> Work to be completed
A complete response lists each line of the data below that includes the word "edge".

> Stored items
== Segment start ==
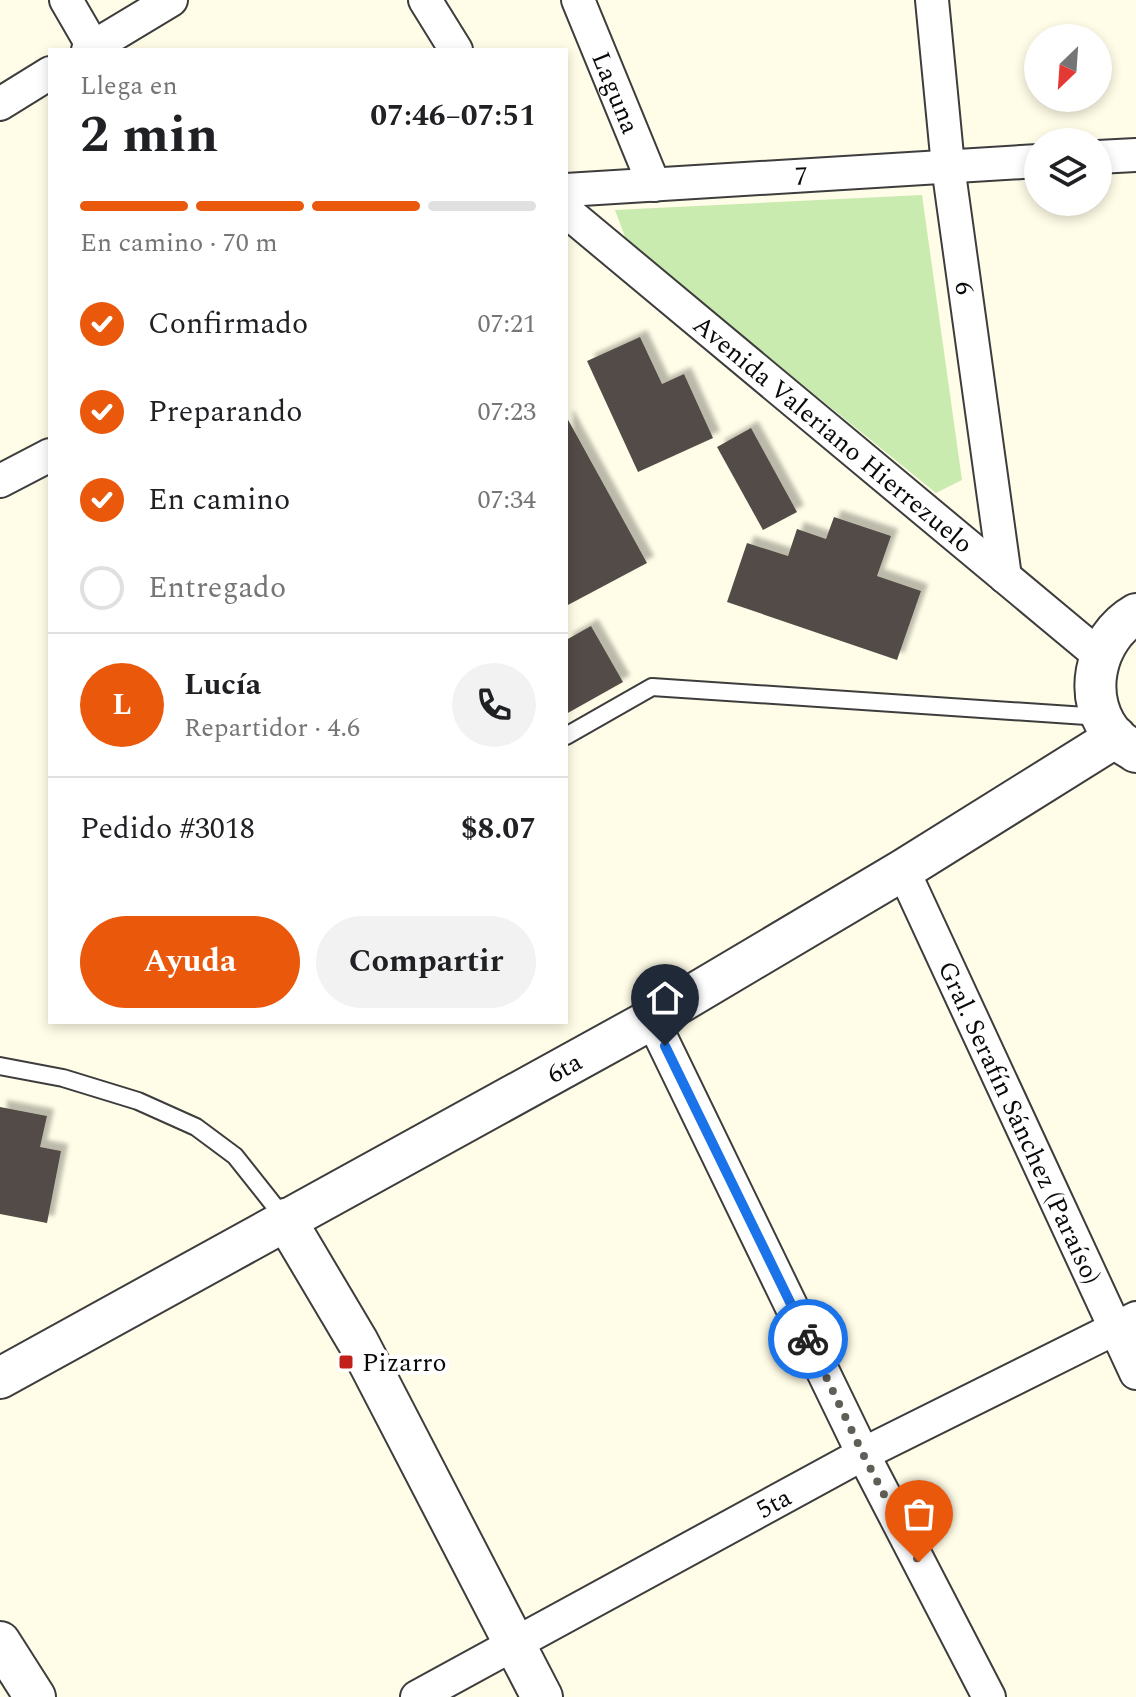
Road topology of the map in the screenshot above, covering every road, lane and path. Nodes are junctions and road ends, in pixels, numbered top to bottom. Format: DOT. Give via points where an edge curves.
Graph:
graph roads {
  1 [pos="66,0"];
  2 [pos="171,0"];
  3 [pos="425,0"];
  4 [pos="578,0"];
  5 [pos="932,0"];
  6 [pos="91,48"];
  7 [pos="94,48"];
  8 [pos="455,48"];
  9 [pos="48,74"];
  10 [pos="0,104"];
  11 [pos="1136,155"];
  12 [pos="1112,156"];
  13 [pos="1024,162"];
  14 [pos="948,166"];
  15 [pos="654,185"];
  16 [pos="568,190"];
  17 [pos="568,213"];
  18 [pos="48,456"];
  19 [pos="0,481"];
  20 [pos="1005,577"];
  21 [pos="1136,614"];
  22 [pos="1100,656"];
  23 [pos="568,735"];
  24 [pos="1118,736"];
  25 [pos="903,870"];
  26 [pos="652,1019"];
  27 [pos="0,1066"];
  28 [pos="285,1219"];
  29 [pos="1125,1324"];
  30 [pos="1136,1373"];
  31 [pos="0,1378"];
  32 [pos="863,1454"];
  33 [pos="0,1642"];
  34 [pos="513,1644"];
  35 [pos="35,1697"];
  36 [pos="417,1697"];
  37 [pos="542,1697"];
  38 [pos="989,1697"];
  1 -- 6 [label="street"];
  2 -- 7 [label="street"];
  3 -- 8 [label="street"];
  4 -- 15 [label="street, Laguna"];
  5 -- 14 [label="street, 6"];
  9 -- 10 [label="street"];
  11 -- 12 [label="street"];
  13 -- 14 [label="street, 7"];
  14 -- 15 [label="street, 7"];
  14 -- 20 [label="street, 6"];
  15 -- 16 [label="street, 7"];
  17 -- 20 [label="street, Avenida Valeriano Hierrezuelo"];
  18 -- 19 [label="street"];
  20 -- 22 [label="street, Avenida Valeriano Hierrezuelo"];
  21 -- 22 [label="street" via="1112,634"];
  22 -- 24 [label="street" via="1096,697"];
  23 -- 24 [label="lane" via="652,687"];
  24 -- 25 [label="street, 6ta"];
  25 -- 26 [label="street, 6ta"];
  25 -- 29 [label="street, Gral. Serafín Sánchez (Paraíso)"];
  26 -- 28 [label="street, 6ta"];
  26 -- 32 [label="street"];
  27 -- 28 [label="lane" via="138,1101 196,1127 235,1156"];
  28 -- 31 [label="street, 6ta"];
  28 -- 34 [label="street" via="358,1342"];
  29 -- 30 [label="street, Gral. Serafín Sánchez (Paraíso)"];
  29 -- 32 [label="street, 5ta"];
  32 -- 34 [label="street, 5ta"];
  32 -- 38 [label="street"];
  33 -- 35 [label="street"];
  34 -- 36 [label="street, 5ta"];
  34 -- 37 [label="street"];
}
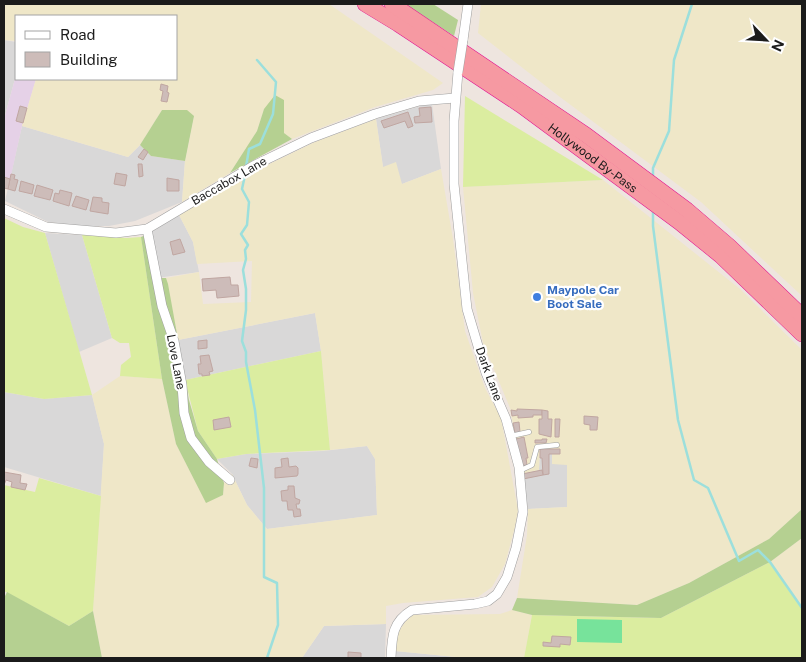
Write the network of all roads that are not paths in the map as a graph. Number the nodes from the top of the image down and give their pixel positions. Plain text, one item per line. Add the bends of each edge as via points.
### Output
1 (365, 4) edge
2 (392, 4) edge
3 (468, 4) edge
4 (455, 98) junction
5 (4, 209) edge
6 (148, 229) junction
7 (802, 316) edge
8 (802, 334) edge
9 (529, 432) dead end
10 (511, 436) junction
11 (557, 445) dead end
12 (519, 471) junction
13 (230, 480) dead end
14 (391, 658) edge

1 - 8 highway, Hollywood By-Pass via 522,106 672,216 721,256
2 - 7 highway, Hollywood By-Pass via 570,124 680,205 729,246
3 - 4 street, Dark Lane, bridge
4 - 6 street, Baccabox Lane via 419,101 311,138 253,166
4 - 10 street, Dark Lane via 454,184 467,309 486,373
5 - 6 street, Baccabox Lane via 46,227 116,233
6 - 13 street, Love Lane via 162,306 174,341 184,414 191,438 209,462
9 - 10 lane
10 - 12 street, Dark Lane
11 - 12 lane via 537,447 532,465
12 - 14 street, Dark Lane via 523,512 507,577 497,594 488,601 475,604 412,610 402,615 393,634

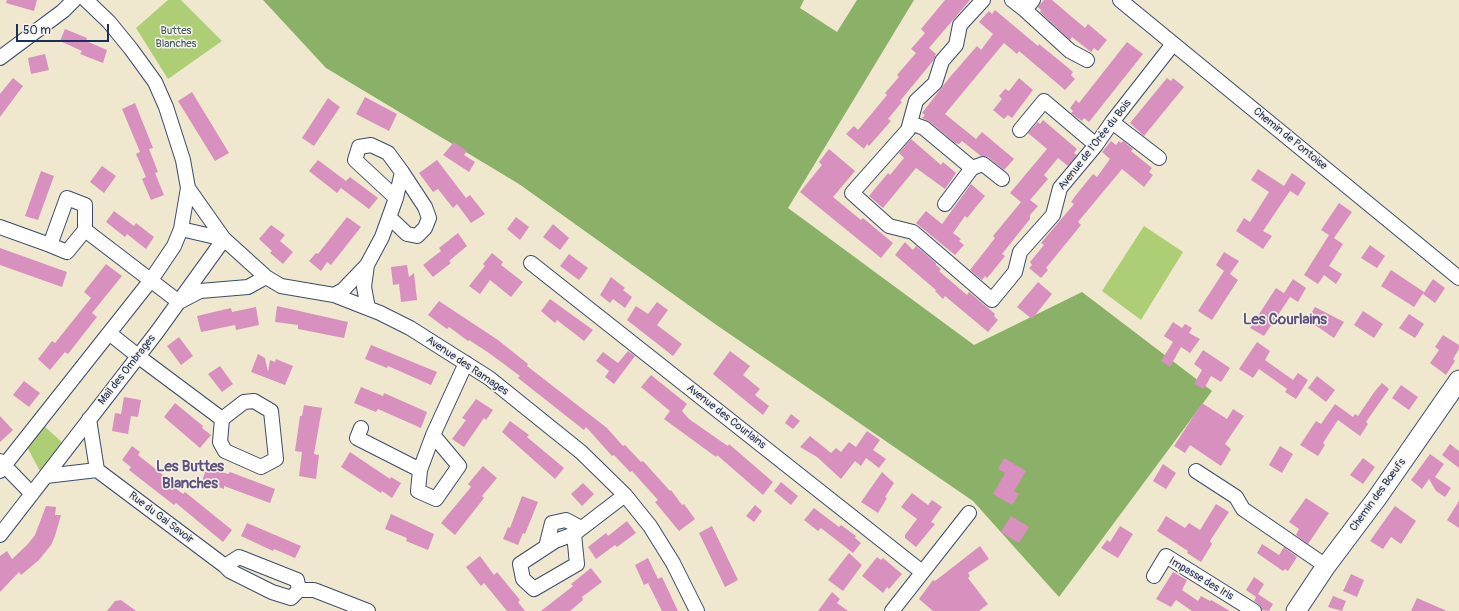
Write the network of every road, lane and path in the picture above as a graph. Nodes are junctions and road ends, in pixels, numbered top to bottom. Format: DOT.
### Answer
graph roads {
  1 [pos="74,0"];
  2 [pos="86,0"];
  3 [pos="983,0"];
  4 [pos="1012,0"];
  5 [pos="1120,0"];
  6 [pos="1029,5"];
  7 [pos="1173,44"];
  8 [pos="0,58"];
  9 [pos="1087,60"];
  10 [pos="1112,122"];
  11 [pos="910,123"];
  12 [pos="1020,130"];
  13 [pos="1096,145"];
  14 [pos="1159,158"];
  15 [pos="972,168"];
  16 [pos="402,172"];
  17 [pos="1002,179"];
  18 [pos="188,188"];
  19 [pos="396,198"];
  20 [pos="945,204"];
  21 [pos="389,217"];
  22 [pos="0,227"];
  23 [pos="181,229"];
  24 [pos="85,230"];
  25 [pos="224,239"];
  26 [pos="50,246"];
  27 [pos="531,263"];
  28 [pos="368,265"];
  29 [pos="266,277"];
  30 [pos="1459,278"];
  31 [pos="151,280"];
  32 [pos="334,295"];
  33 [pos="179,302"];
  34 [pos="368,308"];
  35 [pos="109,333"];
  36 [pos="139,356"];
  37 [pos="466,363"];
  38 [pos="1459,380"];
  39 [pos="222,418"];
  40 [pos="89,419"];
  41 [pos="361,428"];
  42 [pos="433,435"];
  43 [pos="1,466"];
  44 [pos="97,470"];
  45 [pos="420,470"];
  46 [pos="1196,471"];
  47 [pos="46,476"];
  48 [pos="32,494"];
  49 [pos="625,495"];
  50 [pos="969,513"];
  51 [pos="577,531"];
  52 [pos="0,534"];
  53 [pos="225,566"];
  54 [pos="1326,566"];
  55 [pos="922,572"];
  56 [pos="1154,576"];
  57 [pos="298,590"];
  58 [pos="897,609"];
  59 [pos="368,611"];
  60 [pos="697,611"];
  61 [pos="1254,611"];
  62 [pos="1296,611"];
  1 -- 8 [label="street"];
  2 -- 18 [label="street"];
  3 -- 11 [label="street, Avenue de l'Orée du Bois"];
  4 -- 6 [label="street"];
  5 -- 7 [label="street, Chemin de Pontoise"];
  6 -- 9 [label="street"];
  7 -- 10 [label="street, Avenue de l'Orée du Bois"];
  7 -- 30 [label="street, Chemin de Pontoise"];
  10 -- 13 [label="street, Avenue de l'Orée du Bois"];
  10 -- 14 [label="street"];
  11 -- 13 [label="street, Avenue de l'Orée du Bois"];
  11 -- 15 [label="street"];
  12 -- 13 [label="street"];
  15 -- 17 [label="street"];
  15 -- 20 [label="street"];
  16 -- 19 [label="street"];
  16 -- 19 [label="street"];
  16 -- 21 [label="street"];
  18 -- 23 [label="street"];
  18 -- 25 [label="street, Avenue des Ramages"];
  19 -- 21 [label="street"];
  21 -- 28 [label="street"];
  22 -- 26 [label="street"];
  23 -- 25 [label="street"];
  23 -- 31 [label="street"];
  24 -- 26 [label="street"];
  24 -- 26 [label="street"];
  24 -- 31 [label="street"];
  25 -- 29 [label="street, Avenue des Ramages"];
  25 -- 33 [label="street, Mail des Ombrages"];
  27 -- 55 [label="street, Avenue des Courlains"];
  28 -- 32 [label="street"];
  28 -- 34 [label="street"];
  29 -- 32 [label="street, Avenue des Ramages"];
  29 -- 33 [label="street"];
  31 -- 33 [label="street"];
  31 -- 35 [label="street"];
  32 -- 34 [label="street, Avenue des Ramages"];
  33 -- 36 [label="street, Mail des Ombrages"];
  34 -- 37 [label="street, Avenue des Ramages"];
  35 -- 36 [label="street"];
  35 -- 43 [label="street"];
  36 -- 39 [label="street"];
  36 -- 40 [label="street, Mail des Ombrages"];
  37 -- 42 [label="street"];
  37 -- 49 [label="street, Avenue des Ramages"];
  38 -- 54 [label="street, Chemin des Bœufs"];
  39 -- 39 [label="street"];
  40 -- 44 [label="street"];
  40 -- 47 [label="street, Mail des Ombrages"];
  41 -- 45 [label="street"];
  42 -- 45 [label="street"];
  42 -- 45 [label="street"];
  43 -- 48 [label="street"];
  44 -- 47 [label="street"];
  44 -- 53 [label="street, Rue du Gai Savoir"];
  46 -- 54 [label="street"];
  47 -- 48 [label="street, Mail des Ombrages"];
  48 -- 52 [label="street, Mail des Ombrages"];
  49 -- 51 [label="street"];
  49 -- 60 [label="street, Avenue des Ramages"];
  50 -- 55 [label="street"];
  51 -- 51 [label="street"];
  53 -- 57 [label="street, Rue du Gai Savoir"];
  53 -- 57 [label="street"];
  54 -- 62 [label="street, Chemin des Bœufs"];
  55 -- 58 [label="street"];
  56 -- 61 [label="street, Impasse des Iris"];
  57 -- 59 [label="street, Rue du Gai Savoir"];
}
== Segment end ==
> Your response
Road topology of the map in the screenshot above, covering every road, lane and path. Nodes are junctions and road ends, in pixels, numbered top to bottom. Format: DOT. Give via points where an edge curves.
Write the network of all roads that are not paths in the map as a graph. Number the nodes from the top of the image down and give their pixel positions. Plain text, one item per line. Add the bends of each edge as via points.
1 (365, 4) edge
2 (392, 4) edge
3 (468, 4) edge
5 (4, 209) edge
7 (802, 316) edge
8 (802, 334) edge
14 (391, 658) edge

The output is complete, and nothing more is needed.